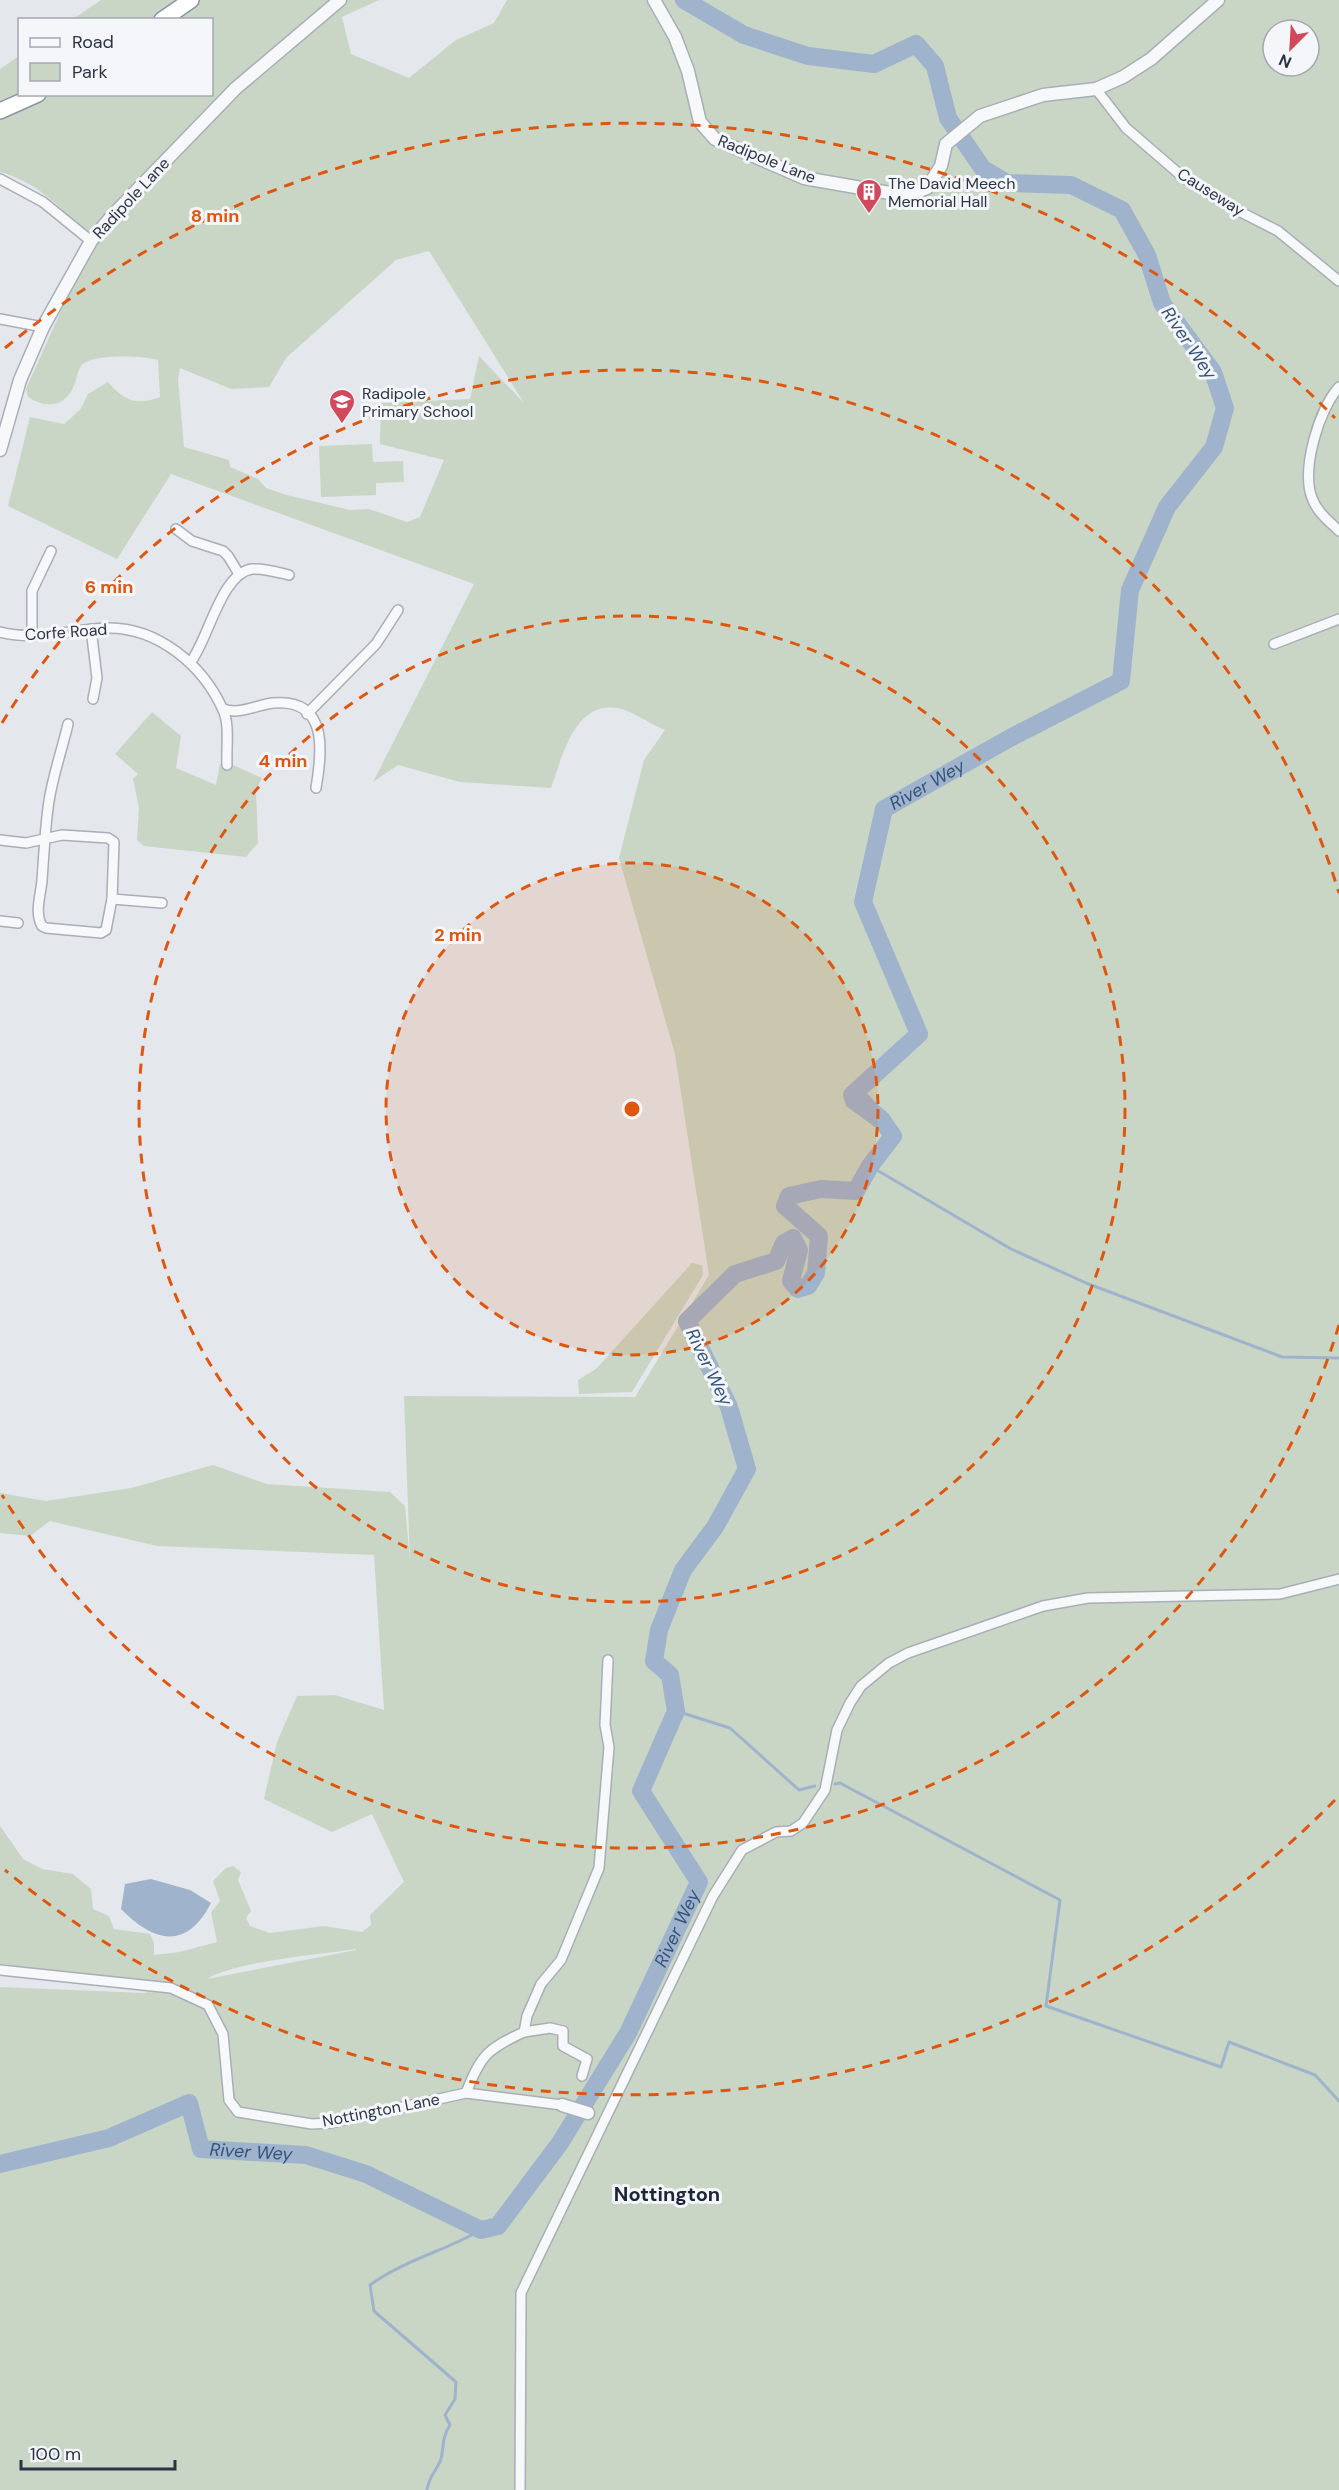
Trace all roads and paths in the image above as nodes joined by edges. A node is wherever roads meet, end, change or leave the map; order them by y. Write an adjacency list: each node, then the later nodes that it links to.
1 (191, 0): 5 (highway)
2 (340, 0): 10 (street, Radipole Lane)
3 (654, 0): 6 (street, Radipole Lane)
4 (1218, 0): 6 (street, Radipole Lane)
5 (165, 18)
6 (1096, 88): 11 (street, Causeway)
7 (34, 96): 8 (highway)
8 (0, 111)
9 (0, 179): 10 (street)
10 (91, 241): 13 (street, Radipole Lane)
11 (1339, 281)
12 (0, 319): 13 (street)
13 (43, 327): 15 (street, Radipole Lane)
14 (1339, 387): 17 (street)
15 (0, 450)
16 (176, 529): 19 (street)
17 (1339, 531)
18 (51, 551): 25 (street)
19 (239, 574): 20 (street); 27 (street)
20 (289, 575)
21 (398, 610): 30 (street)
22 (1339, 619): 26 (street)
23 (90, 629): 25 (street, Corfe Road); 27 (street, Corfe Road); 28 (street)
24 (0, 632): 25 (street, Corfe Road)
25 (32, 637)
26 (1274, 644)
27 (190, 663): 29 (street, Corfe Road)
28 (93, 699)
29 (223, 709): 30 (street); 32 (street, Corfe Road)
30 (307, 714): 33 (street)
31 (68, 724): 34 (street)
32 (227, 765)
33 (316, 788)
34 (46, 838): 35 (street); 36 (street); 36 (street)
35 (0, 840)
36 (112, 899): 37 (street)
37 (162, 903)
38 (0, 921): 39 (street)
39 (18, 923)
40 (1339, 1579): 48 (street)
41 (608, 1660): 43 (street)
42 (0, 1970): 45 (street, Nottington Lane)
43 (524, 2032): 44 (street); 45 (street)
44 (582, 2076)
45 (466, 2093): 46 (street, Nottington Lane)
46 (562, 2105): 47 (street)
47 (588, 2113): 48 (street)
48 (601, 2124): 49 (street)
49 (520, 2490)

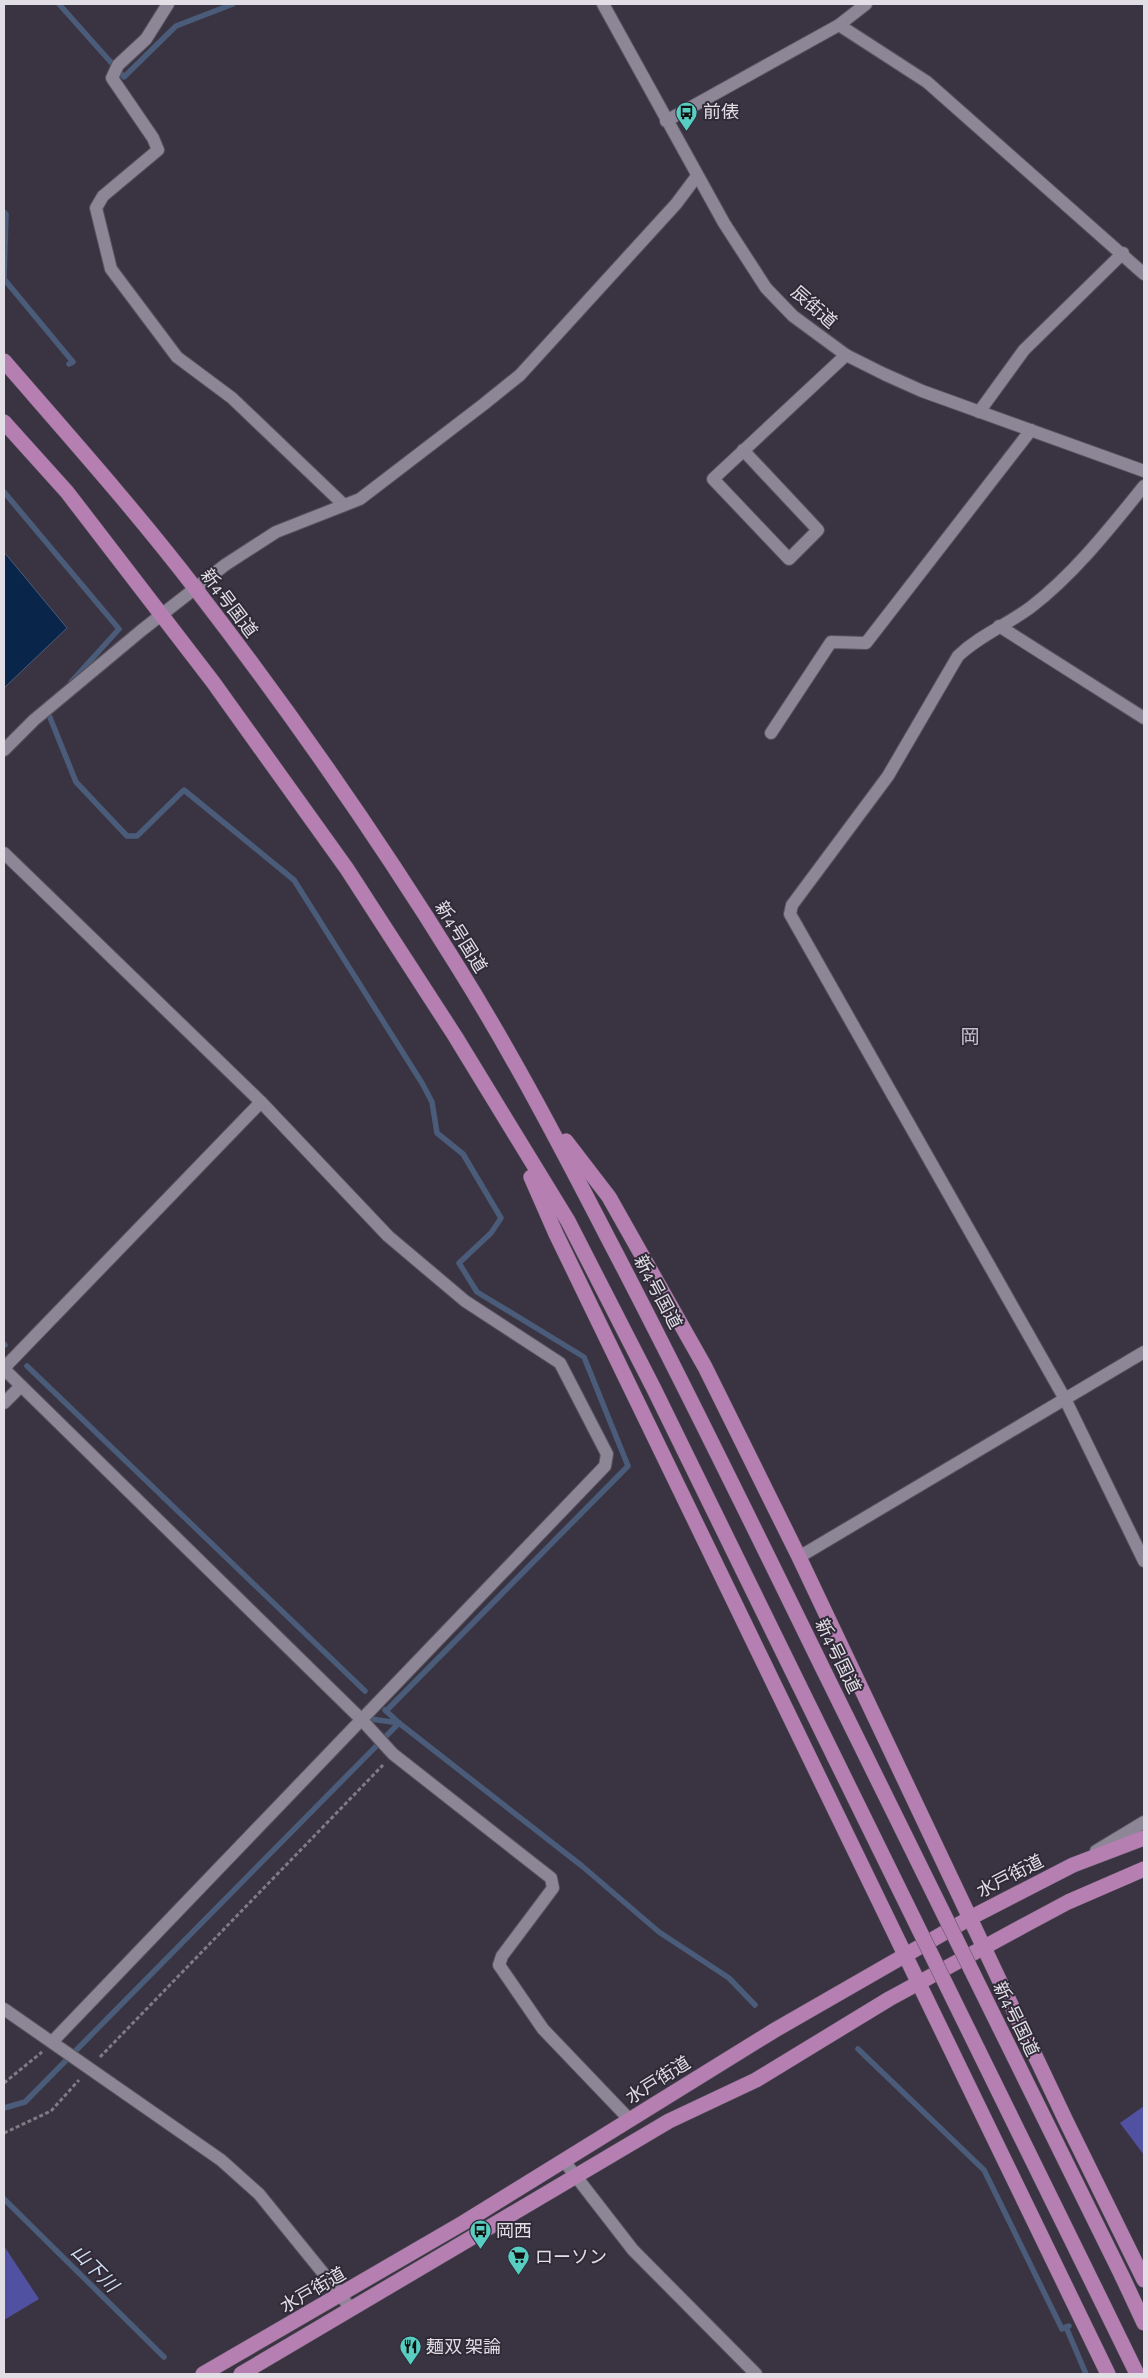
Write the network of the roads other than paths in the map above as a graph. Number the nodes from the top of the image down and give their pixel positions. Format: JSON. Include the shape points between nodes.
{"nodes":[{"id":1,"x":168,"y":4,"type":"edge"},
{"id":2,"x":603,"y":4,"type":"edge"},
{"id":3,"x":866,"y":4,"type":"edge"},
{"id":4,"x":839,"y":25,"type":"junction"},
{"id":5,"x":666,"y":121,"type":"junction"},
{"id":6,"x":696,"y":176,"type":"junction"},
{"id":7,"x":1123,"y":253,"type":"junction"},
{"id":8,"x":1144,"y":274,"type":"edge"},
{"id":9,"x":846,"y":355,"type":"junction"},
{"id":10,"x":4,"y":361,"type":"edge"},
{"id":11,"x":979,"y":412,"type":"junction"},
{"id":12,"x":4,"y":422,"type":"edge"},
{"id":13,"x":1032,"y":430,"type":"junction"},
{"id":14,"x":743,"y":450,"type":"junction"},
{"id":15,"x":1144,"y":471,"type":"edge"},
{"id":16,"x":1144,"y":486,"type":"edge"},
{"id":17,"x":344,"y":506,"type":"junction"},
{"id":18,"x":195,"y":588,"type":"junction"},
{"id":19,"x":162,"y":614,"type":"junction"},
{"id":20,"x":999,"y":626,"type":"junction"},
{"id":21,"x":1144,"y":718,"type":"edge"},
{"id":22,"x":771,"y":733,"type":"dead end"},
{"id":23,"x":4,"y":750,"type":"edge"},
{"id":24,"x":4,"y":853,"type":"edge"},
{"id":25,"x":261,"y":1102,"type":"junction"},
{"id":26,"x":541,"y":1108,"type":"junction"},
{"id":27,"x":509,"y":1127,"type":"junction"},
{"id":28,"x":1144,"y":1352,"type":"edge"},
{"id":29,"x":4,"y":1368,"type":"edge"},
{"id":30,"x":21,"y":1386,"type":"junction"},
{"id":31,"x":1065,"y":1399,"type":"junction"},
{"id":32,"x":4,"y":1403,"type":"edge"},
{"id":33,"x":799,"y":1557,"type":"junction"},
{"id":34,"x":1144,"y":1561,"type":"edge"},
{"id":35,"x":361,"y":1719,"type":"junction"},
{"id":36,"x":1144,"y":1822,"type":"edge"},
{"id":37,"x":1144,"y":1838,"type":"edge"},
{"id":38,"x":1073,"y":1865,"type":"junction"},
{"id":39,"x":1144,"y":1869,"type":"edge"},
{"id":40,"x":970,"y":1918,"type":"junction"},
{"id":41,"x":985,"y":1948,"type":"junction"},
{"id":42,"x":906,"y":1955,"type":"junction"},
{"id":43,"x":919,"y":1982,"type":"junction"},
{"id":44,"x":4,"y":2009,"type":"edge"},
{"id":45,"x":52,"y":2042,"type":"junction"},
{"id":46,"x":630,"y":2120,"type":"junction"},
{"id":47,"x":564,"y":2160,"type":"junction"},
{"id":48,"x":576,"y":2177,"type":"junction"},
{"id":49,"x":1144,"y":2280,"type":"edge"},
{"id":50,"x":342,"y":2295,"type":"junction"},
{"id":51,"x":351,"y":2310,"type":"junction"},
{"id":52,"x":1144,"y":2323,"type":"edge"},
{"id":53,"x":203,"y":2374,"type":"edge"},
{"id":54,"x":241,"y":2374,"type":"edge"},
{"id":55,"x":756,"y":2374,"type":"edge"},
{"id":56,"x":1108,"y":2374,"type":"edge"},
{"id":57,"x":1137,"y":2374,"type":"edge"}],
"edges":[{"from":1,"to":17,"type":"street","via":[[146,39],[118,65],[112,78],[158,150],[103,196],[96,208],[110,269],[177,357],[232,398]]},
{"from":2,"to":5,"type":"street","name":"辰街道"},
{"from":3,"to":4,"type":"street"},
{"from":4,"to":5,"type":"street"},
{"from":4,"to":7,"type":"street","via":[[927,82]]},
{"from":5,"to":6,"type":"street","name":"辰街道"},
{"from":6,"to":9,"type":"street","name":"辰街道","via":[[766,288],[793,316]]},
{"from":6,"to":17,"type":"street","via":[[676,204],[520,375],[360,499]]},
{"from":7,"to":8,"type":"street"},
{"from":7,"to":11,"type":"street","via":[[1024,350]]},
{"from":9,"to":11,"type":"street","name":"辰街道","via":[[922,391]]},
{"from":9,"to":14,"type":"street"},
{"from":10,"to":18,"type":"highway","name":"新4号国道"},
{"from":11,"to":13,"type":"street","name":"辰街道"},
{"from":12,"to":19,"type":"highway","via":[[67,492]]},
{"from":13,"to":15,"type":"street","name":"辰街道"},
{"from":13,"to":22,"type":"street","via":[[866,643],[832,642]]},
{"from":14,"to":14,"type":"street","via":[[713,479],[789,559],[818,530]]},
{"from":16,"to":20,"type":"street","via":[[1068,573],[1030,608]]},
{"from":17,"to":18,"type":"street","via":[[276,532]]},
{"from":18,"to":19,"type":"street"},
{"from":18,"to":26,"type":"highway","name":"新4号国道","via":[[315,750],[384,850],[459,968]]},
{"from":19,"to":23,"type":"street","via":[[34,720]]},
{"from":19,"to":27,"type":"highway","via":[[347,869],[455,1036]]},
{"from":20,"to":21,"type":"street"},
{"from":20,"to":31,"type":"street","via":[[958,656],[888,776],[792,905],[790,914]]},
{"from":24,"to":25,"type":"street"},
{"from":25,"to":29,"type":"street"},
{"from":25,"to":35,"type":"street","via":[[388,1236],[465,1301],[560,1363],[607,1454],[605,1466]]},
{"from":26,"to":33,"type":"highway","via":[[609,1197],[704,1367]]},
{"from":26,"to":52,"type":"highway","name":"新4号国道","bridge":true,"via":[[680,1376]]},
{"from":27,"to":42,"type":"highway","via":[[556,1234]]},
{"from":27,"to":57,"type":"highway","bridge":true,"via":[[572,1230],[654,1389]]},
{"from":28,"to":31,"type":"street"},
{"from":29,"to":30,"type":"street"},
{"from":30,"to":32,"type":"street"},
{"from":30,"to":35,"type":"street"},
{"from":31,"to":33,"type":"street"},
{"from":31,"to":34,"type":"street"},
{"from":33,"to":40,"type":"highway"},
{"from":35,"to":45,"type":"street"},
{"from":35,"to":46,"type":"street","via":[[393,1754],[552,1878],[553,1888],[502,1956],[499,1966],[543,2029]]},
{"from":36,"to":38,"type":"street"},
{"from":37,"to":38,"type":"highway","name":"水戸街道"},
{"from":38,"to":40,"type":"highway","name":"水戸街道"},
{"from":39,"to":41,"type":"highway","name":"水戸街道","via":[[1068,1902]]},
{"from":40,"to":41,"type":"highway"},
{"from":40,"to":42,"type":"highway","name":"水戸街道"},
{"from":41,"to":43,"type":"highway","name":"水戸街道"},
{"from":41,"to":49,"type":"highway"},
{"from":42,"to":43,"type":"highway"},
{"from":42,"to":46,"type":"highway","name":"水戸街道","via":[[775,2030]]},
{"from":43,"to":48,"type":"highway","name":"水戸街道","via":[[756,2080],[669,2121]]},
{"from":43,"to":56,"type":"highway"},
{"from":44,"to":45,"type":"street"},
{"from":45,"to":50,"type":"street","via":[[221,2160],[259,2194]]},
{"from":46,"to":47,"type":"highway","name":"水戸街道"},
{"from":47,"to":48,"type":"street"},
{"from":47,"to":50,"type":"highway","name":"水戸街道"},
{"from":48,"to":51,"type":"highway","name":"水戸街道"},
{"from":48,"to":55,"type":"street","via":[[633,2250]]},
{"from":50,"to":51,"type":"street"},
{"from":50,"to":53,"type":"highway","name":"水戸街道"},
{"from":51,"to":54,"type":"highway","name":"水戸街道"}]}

□ □ □ □ □

Show, from the records above, every line that includes "水戸街道".

### Written solution
{"from":37,"to":38,"type":"highway","name":"水戸街道"},
{"from":38,"to":40,"type":"highway","name":"水戸街道"},
{"from":39,"to":41,"type":"highway","name":"水戸街道","via":[[1068,1902]]},
{"from":40,"to":42,"type":"highway","name":"水戸街道"},
{"from":41,"to":43,"type":"highway","name":"水戸街道"},
{"from":42,"to":46,"type":"highway","name":"水戸街道","via":[[775,2030]]},
{"from":43,"to":48,"type":"highway","name":"水戸街道","via":[[756,2080],[669,2121]]},
{"from":46,"to":47,"type":"highway","name":"水戸街道"},
{"from":47,"to":50,"type":"highway","name":"水戸街道"},
{"from":48,"to":51,"type":"highway","name":"水戸街道"},
{"from":50,"to":53,"type":"highway","name":"水戸街道"},
{"from":51,"to":54,"type":"highway","name":"水戸街道"}]}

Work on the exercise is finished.